The design and operation of computer systems has traditionally been driven by technical aspects and considerations. However, the usage characteristics of information and communication systems are both implicitly and explicitly determined by social interaction and the social graph of users. This aspect is becoming more and more evident with the increasing popularity of social network applications on the internet. This workshop will address all aspects of self-adaptive and self-organising mechanisms in socio-technical systems, covering different perspectives of this exciting research area ranging from normative and trust management systems to socio-inspired design strategies for distributed algorithms, collaboration platforms and communication protocols.

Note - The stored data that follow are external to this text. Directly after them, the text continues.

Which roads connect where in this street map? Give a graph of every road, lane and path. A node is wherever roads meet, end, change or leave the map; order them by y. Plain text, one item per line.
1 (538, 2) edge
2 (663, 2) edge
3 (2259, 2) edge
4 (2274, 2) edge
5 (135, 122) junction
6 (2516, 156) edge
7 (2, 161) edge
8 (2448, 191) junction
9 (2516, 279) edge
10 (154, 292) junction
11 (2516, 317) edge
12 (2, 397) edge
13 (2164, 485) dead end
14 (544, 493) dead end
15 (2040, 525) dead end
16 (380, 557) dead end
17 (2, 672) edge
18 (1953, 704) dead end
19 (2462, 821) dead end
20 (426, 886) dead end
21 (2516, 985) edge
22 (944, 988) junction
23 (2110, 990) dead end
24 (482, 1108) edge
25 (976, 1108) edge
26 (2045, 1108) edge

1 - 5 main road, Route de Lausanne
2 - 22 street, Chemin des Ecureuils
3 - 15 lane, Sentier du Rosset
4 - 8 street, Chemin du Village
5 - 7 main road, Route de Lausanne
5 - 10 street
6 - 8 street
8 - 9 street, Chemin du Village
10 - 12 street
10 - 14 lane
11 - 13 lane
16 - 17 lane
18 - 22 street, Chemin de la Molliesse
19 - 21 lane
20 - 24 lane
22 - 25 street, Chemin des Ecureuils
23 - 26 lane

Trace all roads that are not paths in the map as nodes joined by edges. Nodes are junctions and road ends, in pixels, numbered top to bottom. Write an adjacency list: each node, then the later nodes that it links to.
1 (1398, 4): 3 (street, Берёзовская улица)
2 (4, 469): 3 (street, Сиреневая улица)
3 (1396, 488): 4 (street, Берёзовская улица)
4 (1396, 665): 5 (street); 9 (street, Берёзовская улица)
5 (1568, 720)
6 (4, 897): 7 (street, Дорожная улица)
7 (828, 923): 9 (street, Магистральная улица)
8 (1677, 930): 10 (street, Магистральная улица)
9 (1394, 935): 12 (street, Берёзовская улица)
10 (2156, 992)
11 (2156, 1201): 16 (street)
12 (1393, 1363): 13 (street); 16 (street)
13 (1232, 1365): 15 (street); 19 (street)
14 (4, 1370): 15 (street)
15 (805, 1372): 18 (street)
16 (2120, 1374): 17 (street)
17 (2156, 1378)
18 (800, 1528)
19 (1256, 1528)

SASOST systems require a highly interdisciplinary approach, and the establishment of a research community around the creation of such systems is one of the workshop's key objectives. For this purpose, the workshop brings together experts from areas such as distributed computer systems, complex systems, and the social sciences to present findings and elaborate on the topic in the following complementary topical sections as well as open panel discussion rounds.
Trust and norms in self-organising and autonomous systems
Trust and reputation management in autonomous self-organising systems
Metrics of trust and specialised metrics for single trust facets
Evaluations of the effects of trust in self-organising and autonomous systems
Analysis of threats to self-organising and autonomous systems
Trust-based algorithms and mechanisms to deal with uncertainty in self-organising systems
Self-organising norm-governed systems
Representation of and reasoning about computational laws
Socially adaptive and socio-aware information and communication systems
Socio-aware overlay topologies
Analysis, modelling and control of information spreading, opinion formation phenomena and collective user behaviour in online social networks and distributed computer systems
Socially adaptive, scalable content distribution
Real-time monitoring and prediction of collective user dynamics
Social adaptation of network protocols and topologies
Simulation and evaluation of interactive networked computing systems with socio-aware behavioural models
Utilisation of social structures for the scalable provision of distributed virtual environments and in application-level routing schemes for Peer-to-Peer, wireless ad-hoc or delay tolerant networks
Socially-inspired algorithms and network topologies for distributed search, consensus, gossiping etc.